Saved data entries -
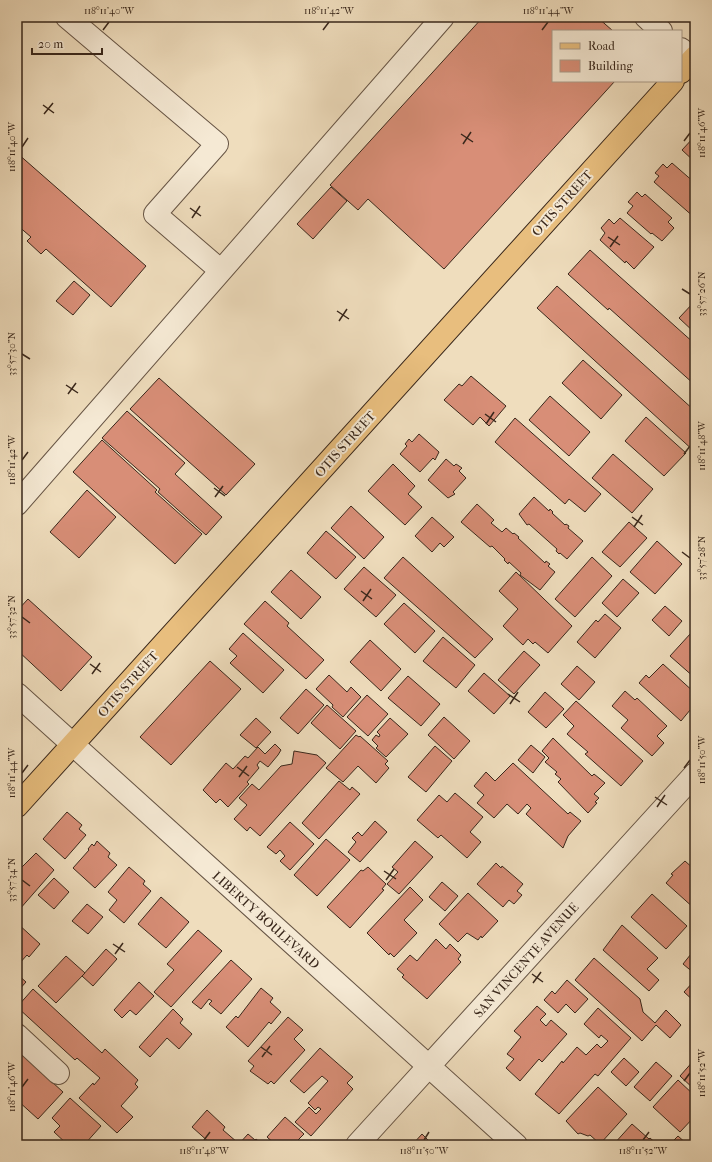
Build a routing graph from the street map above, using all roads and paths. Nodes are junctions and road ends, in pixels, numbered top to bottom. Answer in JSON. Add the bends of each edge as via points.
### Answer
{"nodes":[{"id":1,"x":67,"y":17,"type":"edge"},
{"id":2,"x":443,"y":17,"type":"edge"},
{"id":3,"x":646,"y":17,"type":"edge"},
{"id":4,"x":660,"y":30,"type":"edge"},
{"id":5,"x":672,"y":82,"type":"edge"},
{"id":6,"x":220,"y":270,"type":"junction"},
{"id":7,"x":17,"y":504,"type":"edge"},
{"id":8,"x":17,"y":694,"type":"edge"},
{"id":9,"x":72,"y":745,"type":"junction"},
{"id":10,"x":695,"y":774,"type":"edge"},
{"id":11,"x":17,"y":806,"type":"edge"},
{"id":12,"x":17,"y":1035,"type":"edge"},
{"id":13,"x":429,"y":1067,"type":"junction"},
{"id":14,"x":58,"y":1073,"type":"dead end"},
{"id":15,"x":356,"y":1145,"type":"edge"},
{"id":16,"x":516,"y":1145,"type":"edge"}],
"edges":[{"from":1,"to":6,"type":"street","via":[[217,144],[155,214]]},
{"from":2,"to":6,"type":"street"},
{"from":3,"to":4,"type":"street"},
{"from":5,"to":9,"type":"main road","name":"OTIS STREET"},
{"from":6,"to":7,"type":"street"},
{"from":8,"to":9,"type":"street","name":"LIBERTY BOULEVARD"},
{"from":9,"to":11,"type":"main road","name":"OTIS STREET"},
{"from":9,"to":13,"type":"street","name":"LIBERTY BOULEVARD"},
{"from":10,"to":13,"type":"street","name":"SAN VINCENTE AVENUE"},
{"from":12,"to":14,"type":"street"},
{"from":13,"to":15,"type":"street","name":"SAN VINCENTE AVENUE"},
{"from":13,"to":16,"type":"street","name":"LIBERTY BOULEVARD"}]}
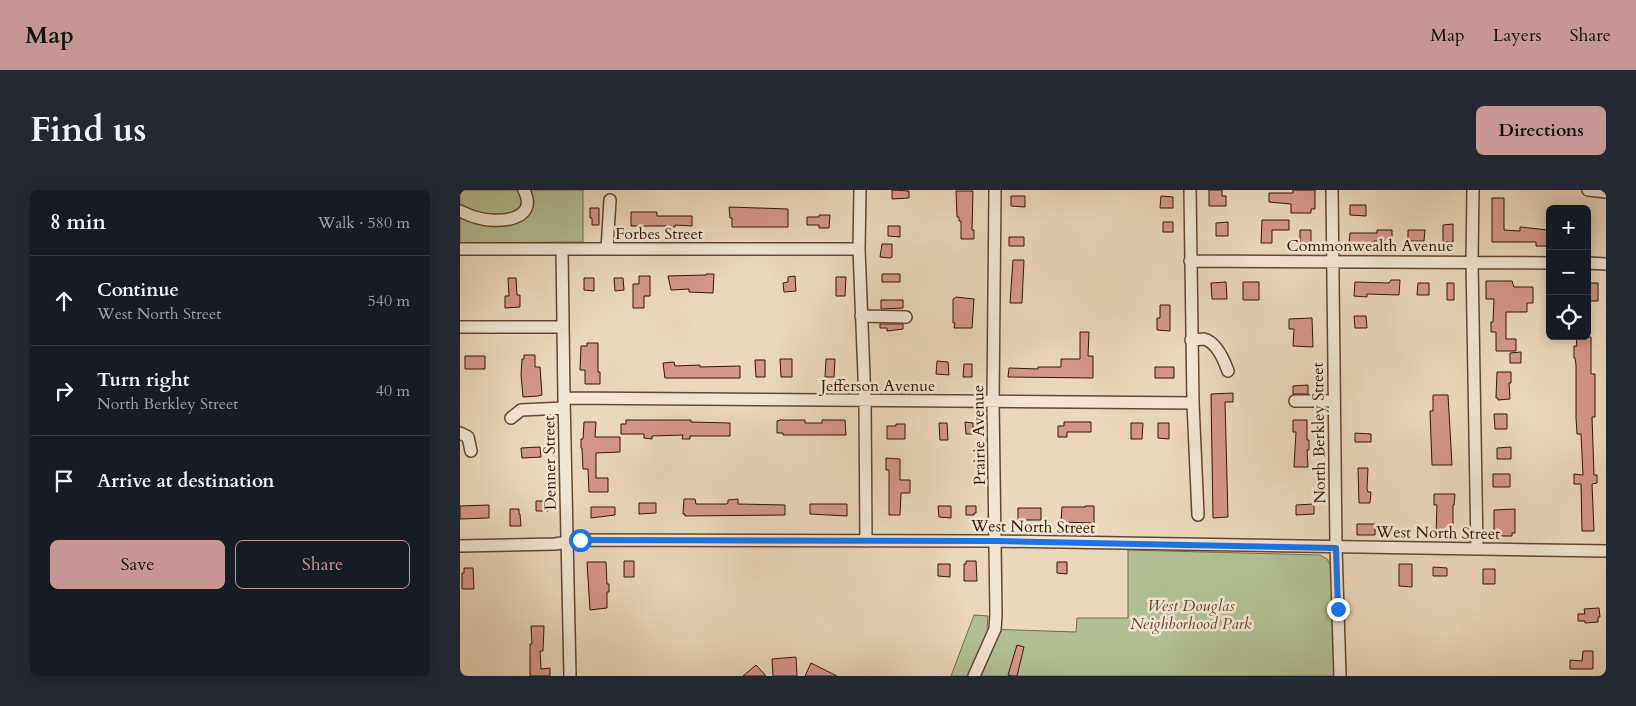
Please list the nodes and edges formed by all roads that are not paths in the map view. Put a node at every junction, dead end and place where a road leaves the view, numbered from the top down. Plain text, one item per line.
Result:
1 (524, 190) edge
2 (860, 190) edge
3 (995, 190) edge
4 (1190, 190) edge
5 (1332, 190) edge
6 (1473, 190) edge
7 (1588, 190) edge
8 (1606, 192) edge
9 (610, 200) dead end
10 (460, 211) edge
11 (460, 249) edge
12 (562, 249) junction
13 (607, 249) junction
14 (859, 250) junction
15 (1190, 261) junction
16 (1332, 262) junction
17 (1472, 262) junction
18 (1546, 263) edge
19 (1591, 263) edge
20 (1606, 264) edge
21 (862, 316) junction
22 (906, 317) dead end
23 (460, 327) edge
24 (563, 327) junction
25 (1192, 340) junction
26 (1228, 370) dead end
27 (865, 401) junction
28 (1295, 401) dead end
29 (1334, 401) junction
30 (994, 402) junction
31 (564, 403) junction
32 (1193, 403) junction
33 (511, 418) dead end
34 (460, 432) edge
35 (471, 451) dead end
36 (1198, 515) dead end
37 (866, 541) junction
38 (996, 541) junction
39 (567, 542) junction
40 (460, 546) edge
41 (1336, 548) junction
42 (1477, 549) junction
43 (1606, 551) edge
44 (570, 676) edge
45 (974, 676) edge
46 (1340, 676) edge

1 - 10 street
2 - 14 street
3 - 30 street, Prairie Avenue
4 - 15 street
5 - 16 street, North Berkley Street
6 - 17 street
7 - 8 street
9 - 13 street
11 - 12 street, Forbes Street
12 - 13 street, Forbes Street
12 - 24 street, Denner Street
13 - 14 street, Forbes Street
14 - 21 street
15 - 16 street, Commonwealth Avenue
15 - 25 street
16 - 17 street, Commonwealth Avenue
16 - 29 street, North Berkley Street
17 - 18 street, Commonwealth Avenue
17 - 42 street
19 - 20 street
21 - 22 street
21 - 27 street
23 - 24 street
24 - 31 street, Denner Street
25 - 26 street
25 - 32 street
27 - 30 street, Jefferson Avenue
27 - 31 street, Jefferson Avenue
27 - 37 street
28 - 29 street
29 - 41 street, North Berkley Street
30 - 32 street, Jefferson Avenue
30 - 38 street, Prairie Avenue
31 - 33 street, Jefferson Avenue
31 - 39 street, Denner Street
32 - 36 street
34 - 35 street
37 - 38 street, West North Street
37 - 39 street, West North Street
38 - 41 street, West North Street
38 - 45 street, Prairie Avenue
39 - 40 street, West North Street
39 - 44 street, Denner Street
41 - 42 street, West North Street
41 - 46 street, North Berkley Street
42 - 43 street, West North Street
---
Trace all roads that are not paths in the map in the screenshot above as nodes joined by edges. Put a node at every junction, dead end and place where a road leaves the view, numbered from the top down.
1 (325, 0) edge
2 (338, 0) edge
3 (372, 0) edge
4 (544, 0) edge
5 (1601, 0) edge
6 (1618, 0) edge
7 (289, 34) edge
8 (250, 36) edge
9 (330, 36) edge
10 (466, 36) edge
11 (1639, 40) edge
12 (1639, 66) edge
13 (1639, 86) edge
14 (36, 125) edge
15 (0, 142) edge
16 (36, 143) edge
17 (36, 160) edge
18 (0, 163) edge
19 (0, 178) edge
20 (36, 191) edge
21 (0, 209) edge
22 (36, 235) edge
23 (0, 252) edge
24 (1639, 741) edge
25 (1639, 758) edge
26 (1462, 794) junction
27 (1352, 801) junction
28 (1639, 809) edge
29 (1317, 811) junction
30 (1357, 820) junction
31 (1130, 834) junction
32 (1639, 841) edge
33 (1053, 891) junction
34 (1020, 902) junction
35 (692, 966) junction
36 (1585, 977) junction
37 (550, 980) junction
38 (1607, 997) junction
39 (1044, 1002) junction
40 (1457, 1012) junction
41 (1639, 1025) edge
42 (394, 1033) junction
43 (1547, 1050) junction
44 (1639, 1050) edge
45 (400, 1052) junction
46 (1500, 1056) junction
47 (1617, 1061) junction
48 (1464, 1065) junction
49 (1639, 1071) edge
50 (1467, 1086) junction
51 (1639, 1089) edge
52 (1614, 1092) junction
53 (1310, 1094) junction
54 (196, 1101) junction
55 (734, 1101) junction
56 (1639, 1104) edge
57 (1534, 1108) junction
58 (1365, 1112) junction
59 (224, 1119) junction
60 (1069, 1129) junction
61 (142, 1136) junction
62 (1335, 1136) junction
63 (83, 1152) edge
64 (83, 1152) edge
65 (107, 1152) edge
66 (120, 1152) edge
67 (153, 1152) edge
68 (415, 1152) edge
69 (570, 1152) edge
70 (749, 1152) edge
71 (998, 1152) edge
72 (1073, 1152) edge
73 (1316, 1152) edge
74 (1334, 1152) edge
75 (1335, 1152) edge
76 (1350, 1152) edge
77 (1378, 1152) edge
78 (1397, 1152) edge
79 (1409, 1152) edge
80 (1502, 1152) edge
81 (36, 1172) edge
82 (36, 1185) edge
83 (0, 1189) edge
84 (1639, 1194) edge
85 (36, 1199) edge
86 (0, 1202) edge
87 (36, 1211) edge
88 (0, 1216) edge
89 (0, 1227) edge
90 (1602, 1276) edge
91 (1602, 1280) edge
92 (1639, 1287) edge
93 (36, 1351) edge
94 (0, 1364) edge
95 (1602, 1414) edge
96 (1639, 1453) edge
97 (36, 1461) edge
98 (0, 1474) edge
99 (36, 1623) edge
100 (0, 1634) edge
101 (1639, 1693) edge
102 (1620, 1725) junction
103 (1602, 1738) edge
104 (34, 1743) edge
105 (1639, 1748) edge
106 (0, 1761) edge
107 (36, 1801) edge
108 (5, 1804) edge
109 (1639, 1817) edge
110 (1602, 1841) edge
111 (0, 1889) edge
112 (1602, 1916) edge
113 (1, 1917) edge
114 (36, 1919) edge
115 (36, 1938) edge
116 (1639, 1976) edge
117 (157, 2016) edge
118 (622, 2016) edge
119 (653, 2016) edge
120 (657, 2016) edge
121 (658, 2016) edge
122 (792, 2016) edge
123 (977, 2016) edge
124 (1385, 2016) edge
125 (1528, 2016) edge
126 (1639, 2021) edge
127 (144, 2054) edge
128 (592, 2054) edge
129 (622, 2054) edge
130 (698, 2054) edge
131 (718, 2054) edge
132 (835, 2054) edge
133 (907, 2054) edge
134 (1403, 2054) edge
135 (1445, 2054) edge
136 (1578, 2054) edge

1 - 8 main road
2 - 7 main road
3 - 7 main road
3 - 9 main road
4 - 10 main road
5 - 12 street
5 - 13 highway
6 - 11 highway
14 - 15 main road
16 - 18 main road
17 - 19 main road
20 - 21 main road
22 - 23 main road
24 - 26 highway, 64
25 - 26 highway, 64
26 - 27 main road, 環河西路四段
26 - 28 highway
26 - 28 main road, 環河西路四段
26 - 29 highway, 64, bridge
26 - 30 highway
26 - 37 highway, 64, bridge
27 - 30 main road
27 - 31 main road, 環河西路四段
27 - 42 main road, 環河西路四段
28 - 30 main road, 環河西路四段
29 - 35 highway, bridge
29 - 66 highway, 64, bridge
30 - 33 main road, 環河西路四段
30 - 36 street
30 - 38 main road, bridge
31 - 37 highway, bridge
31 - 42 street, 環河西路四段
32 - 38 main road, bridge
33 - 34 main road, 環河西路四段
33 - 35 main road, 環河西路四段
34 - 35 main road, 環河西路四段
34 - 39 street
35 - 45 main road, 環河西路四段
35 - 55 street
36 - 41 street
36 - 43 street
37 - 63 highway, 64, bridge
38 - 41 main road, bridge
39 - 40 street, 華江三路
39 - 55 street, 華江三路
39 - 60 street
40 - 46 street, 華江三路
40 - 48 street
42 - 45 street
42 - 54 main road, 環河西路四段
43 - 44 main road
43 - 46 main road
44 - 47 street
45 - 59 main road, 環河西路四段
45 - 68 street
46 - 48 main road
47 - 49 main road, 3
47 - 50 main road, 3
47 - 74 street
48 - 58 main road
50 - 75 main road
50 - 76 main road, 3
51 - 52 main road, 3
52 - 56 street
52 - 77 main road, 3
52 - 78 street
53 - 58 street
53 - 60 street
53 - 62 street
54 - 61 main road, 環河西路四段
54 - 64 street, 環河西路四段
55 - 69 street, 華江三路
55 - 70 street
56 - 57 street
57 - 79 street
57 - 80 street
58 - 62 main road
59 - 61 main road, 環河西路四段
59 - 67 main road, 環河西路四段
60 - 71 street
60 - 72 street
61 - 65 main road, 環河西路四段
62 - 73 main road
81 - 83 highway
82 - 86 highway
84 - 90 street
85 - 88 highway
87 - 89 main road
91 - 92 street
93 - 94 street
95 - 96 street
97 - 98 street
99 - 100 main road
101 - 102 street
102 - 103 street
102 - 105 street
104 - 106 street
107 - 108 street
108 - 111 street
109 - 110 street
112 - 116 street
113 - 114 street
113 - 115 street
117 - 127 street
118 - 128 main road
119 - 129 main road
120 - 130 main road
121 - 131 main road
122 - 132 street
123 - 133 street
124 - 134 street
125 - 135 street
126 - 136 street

EXERCISE REQUIREMENTS - When you reach the line that has "Build a routing" in the data above, start repeating lines exactly, and stop after the line that has "Please list the"; pictures stay out.

EXERCISE RESULT -
Build a routing graph from the street map above, using all roads and paths. Nodes are junctions and road ends, in pixels, numbered top to bottom. Answer in JSON. Add the bends of each edge as via points.
### Answer
{"nodes":[{"id":1,"x":67,"y":17,"type":"edge"},
{"id":2,"x":443,"y":17,"type":"edge"},
{"id":3,"x":646,"y":17,"type":"edge"},
{"id":4,"x":660,"y":30,"type":"edge"},
{"id":5,"x":672,"y":82,"type":"edge"},
{"id":6,"x":220,"y":270,"type":"junction"},
{"id":7,"x":17,"y":504,"type":"edge"},
{"id":8,"x":17,"y":694,"type":"edge"},
{"id":9,"x":72,"y":745,"type":"junction"},
{"id":10,"x":695,"y":774,"type":"edge"},
{"id":11,"x":17,"y":806,"type":"edge"},
{"id":12,"x":17,"y":1035,"type":"edge"},
{"id":13,"x":429,"y":1067,"type":"junction"},
{"id":14,"x":58,"y":1073,"type":"dead end"},
{"id":15,"x":356,"y":1145,"type":"edge"},
{"id":16,"x":516,"y":1145,"type":"edge"}],
"edges":[{"from":1,"to":6,"type":"street","via":[[217,144],[155,214]]},
{"from":2,"to":6,"type":"street"},
{"from":3,"to":4,"type":"street"},
{"from":5,"to":9,"type":"main road","name":"OTIS STREET"},
{"from":6,"to":7,"type":"street"},
{"from":8,"to":9,"type":"street","name":"LIBERTY BOULEVARD"},
{"from":9,"to":11,"type":"main road","name":"OTIS STREET"},
{"from":9,"to":13,"type":"street","name":"LIBERTY BOULEVARD"},
{"from":10,"to":13,"type":"street","name":"SAN VINCENTE AVENUE"},
{"from":12,"to":14,"type":"street"},
{"from":13,"to":15,"type":"street","name":"SAN VINCENTE AVENUE"},
{"from":13,"to":16,"type":"street","name":"LIBERTY BOULEVARD"}]}
Please list the nodes and edges formed by all roads that are not paths in the map view. Put a node at every junction, dead end and place where a road leaves the view, numbered from the top down. Plain text, one item per line.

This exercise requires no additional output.